Dell and HP weren't going to pioneer a $400 laptop, because they were already selling laptops for $1,000. Why mess with a good thing? MSI had no laptop business at all, and Asustek had only a small business selling full-price machines under its own brand, mostly in Asia and Europe. Since the Taiwanese weren't addicted to selling SUV-class computers, they could swoop in like Honda with smaller, more efficient models. They also knew how to design on the cheap after years of producing motherboards with excruciatingly tiny margins.

In The Innovator's Dilemma, Clayton Christensen famously argued that true breakthroughs almost always come from upstarts, since profitable firms rarely want to upend their business models. "Netbooks are a classic Christensenian disruptive innovation for the PC industry," says Willy Shih, a Harvard Business School professor who has studied both Quanta's work on the One Laptop per Child project and Asustek's development of the netbook.

The Taiwanese firms, Shih argues, now have enormous clout in the PC industry. In the US, we regard branding and marketing—convincing people what to buy—as core business functions. What Asustek proved is that the companies with real leverage are the ones that actually make desirable products. The Taiwanese laptop builders possess the atom-hacking smarts that once defined America but which have atrophied here along with our industrial base. As far as laptop manufacturing goes, Taiwan essentially now owns the market; the devices aren't produced in significant volumes anywhere else.
If you had asked Taiwanese hardware CEOs a few years ago about their relationship with Dell, HP, and Apple, they'd have told you that the American companies did the branding and sales while outsourcing their design and production to Taiwan. Today the view from Asia is increasingly the reverse. "When I talk to them now," Shih laughs, "they say, 'We outsource our branding and sales to them.'"

Netbooks are so cheap, they're reshaping the fundamental economics of the PC business. Last October, British mobile-phone carrier Vodafone offered its customers a new deal: If they signed a two-year contract for high-speed wireless data, Vodafone would give them a Dell Mini 9 netbook. That isn't quite the same as getting a free computer; after all, Vodafone bills users $1,800 on that two-year contract, so it can afford to throw in the netbook. (In December, RadioShack offered a similar deal: a $99 Acer Aspire netbook for anyone who signed up for two years of AT&T's 3G service.)
What these deals signal is that computers are developing the same economics as mobile phones. Hardware is becoming a commodity. It's difficult to charge for.
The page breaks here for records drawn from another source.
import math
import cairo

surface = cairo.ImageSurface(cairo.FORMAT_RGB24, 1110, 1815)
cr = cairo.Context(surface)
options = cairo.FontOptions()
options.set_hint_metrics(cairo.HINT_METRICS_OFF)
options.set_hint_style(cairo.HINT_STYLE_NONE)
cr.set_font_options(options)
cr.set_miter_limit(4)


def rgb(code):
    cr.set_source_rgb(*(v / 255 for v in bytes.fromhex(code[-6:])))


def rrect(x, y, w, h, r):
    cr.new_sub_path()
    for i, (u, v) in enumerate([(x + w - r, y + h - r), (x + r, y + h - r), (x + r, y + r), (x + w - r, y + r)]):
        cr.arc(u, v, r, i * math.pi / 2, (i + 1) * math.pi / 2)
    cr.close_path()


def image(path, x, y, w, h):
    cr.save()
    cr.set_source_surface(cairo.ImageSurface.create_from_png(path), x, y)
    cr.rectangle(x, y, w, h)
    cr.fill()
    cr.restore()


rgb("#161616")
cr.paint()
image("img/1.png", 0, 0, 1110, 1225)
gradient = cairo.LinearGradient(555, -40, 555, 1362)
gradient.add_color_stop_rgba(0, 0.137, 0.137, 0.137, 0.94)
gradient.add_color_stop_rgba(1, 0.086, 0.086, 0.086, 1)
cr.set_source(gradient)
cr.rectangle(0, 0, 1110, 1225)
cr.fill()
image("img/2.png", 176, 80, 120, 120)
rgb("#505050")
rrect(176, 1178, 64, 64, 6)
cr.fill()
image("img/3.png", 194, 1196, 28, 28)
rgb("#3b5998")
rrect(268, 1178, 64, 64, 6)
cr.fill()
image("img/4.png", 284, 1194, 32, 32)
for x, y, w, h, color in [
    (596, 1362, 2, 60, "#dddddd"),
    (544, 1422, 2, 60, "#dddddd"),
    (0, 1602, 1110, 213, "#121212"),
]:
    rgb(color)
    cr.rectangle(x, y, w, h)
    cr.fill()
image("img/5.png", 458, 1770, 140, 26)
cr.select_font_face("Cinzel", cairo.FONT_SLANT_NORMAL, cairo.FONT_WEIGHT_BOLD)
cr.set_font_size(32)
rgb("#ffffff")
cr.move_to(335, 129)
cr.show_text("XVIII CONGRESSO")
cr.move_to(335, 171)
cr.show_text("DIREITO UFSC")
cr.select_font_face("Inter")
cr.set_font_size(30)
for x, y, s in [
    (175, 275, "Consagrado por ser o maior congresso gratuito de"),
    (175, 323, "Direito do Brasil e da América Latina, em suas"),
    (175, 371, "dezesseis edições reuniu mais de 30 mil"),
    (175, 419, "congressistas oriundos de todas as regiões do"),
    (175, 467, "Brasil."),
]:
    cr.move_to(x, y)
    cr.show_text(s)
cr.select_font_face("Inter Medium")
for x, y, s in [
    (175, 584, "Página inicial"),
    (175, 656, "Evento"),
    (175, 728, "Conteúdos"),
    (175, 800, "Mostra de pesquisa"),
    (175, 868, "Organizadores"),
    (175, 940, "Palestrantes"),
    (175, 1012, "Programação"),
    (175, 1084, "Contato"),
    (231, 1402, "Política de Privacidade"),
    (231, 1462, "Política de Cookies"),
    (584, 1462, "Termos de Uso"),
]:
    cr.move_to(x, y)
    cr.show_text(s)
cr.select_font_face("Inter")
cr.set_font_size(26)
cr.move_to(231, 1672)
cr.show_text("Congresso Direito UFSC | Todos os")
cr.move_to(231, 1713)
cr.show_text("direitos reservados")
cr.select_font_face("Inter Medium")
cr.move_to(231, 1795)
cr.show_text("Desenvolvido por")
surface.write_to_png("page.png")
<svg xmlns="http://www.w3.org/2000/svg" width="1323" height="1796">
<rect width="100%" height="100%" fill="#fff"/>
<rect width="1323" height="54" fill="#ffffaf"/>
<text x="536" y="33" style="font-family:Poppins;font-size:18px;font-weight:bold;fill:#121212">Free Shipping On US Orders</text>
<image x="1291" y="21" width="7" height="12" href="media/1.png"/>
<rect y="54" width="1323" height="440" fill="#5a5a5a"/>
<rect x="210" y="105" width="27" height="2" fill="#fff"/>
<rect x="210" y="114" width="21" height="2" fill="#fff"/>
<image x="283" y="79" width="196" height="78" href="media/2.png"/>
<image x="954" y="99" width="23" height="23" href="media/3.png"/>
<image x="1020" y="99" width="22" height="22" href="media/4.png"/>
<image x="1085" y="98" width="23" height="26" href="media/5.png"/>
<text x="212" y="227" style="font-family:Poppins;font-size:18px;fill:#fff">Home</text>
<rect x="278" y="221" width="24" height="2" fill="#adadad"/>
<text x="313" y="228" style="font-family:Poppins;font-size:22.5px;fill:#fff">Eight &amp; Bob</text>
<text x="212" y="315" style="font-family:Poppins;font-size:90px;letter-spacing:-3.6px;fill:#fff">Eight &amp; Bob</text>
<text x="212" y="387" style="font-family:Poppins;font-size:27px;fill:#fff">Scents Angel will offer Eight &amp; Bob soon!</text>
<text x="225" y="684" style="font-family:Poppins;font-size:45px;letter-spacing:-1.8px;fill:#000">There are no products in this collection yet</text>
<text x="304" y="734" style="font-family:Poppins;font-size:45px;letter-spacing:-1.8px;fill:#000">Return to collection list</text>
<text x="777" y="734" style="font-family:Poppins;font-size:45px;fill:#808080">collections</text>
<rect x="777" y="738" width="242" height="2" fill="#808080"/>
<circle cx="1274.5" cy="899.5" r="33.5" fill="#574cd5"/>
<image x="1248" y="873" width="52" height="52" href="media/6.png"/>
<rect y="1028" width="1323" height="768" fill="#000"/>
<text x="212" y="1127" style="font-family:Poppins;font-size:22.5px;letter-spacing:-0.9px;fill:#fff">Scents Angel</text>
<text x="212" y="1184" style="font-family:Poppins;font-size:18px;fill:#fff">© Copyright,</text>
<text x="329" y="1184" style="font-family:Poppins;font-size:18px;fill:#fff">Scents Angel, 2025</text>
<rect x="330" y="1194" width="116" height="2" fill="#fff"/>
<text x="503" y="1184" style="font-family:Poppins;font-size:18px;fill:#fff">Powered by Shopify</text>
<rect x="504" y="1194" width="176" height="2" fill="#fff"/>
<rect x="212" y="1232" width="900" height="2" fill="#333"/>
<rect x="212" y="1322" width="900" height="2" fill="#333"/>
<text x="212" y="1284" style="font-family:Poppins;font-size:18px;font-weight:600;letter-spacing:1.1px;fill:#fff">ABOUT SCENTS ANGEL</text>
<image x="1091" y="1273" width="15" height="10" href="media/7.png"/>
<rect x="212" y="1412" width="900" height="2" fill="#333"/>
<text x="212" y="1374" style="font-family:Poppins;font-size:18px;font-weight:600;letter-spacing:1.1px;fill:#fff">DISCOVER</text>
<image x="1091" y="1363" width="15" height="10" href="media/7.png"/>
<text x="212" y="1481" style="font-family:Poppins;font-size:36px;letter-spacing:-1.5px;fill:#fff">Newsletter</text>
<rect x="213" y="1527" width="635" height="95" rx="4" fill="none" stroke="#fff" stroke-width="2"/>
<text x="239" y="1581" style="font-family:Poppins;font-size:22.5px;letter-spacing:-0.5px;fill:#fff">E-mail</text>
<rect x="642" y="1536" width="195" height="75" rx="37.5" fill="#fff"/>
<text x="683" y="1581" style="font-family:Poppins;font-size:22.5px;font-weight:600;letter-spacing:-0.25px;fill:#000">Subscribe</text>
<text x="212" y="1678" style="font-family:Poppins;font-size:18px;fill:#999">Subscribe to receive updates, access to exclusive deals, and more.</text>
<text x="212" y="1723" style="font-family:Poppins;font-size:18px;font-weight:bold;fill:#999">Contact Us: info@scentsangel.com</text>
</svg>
What's really valuable—what people will pay through the nose for—is the ability to communicate.
So netbooks have sent a sort of hot-cold shudder through the computer industry. Sure, it's great to have an exploding new product category. But this is a category in which it's incredibly hard to make a dime: At $300, a netbook sells for barely more than the sum of its parts—and sometimes less. "The profit margins on these things are nonexistent," chuckles Paul Goldenberg, managing director of Digital Gadgets, which created a line of netbooks under the Sylvania brand. "Everyone is saying 'We're losing money now, but we'll make it up on volume, right?'"

The great terror in the PC industry is that it's created a $300 device so good, most people will simply no longer feel a need to shell out $1,000 for a portable computer. They pray that netbooks remain a "secondary buy"—the little mobile thingy you get after you already own a normal-size laptop. But it's also possible that the next time you're replacing an aging laptop, you'll walk into the store and wonder, "Why exactly am I paying so much for a machine that I use for nothing but email and the Web?" And Microsoft and Intel and Dell and HP and Lenovo will die a little bit inside that day.
The decision is probably out of American hands. Indeed, living in the US—where netbooks are only just taking off—it can be hard to grasp just how popular the devices have become in Europe and Asia and the degree to which they're already altering the landscape. As Shih told me, "I was talking to the chair of one of the major Taiwanese notebook manufacturers, and he said, 'This is where my next billion customers comes from.' And he was not referring to the US." He meant the BRIC countries—Brazil, Russia, India, China—where billions of very price-conscious customers have yet to buy their first computer. And the decisions they make—Windows or Linux? Microsoft wares or free cloud apps?—will have enormous influence on how computing evolves in the next few years.

Netbooks could drive production of even crazily cheaper, lighter-weight computers. "If everything you're doing is online, then the netbook becomes a screen with a radio chip. So why do you need a motherboard?" OLPC designer Mary Lou Jepsen says. "Especially if you want the batteries to last. Why not just make it a screen and a really cheap $2 to $5 radio chip?" The cloud is also probably going to get powerful in ways that now seem like fantasy. AMD is working on an experimental 3-D graphics server farm that would run high-end videogames, squirting a stream out to portable devices so you could play even the most outrageously lush games without a fancy onboard processor. Patrick Moorehead, AMD's vice president of marketing, recalls that in 2007 gamers had to buy special powerful desktop machines loaded with RAM and $600 graphics cards to play Crysis: "Now imagine you've got servers running Crysis and streaming it to an iPhone or a netbook, sending just the vectors that let you navigate the game."